Given data Block Start

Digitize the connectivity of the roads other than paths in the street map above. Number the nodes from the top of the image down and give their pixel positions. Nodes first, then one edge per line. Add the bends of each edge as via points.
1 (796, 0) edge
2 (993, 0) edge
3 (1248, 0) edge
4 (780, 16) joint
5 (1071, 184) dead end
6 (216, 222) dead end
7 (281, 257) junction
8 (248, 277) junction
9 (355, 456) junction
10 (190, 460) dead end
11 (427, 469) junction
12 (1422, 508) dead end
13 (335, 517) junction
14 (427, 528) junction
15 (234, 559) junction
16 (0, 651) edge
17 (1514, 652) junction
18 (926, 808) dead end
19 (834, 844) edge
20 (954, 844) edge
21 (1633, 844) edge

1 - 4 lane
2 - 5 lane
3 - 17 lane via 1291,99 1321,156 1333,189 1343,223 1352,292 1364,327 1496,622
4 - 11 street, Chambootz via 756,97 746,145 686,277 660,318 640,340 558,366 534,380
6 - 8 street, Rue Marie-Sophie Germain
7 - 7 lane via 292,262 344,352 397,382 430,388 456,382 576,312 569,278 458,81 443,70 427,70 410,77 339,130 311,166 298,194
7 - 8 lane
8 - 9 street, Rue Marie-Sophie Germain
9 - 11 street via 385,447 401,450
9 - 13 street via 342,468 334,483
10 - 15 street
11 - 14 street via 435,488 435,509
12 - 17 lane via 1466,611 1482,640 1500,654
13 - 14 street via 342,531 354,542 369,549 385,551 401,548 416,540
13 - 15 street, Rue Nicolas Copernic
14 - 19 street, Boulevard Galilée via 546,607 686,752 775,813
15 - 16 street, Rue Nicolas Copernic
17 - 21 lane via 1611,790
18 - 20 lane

Given data Block End

_About this task_. The lines holding the word "Marie" are the answer. Pull them out of the records and copy them.

_Worked solution_.
6 - 8 street, Rue Marie-Sophie Germain
8 - 9 street, Rue Marie-Sophie Germain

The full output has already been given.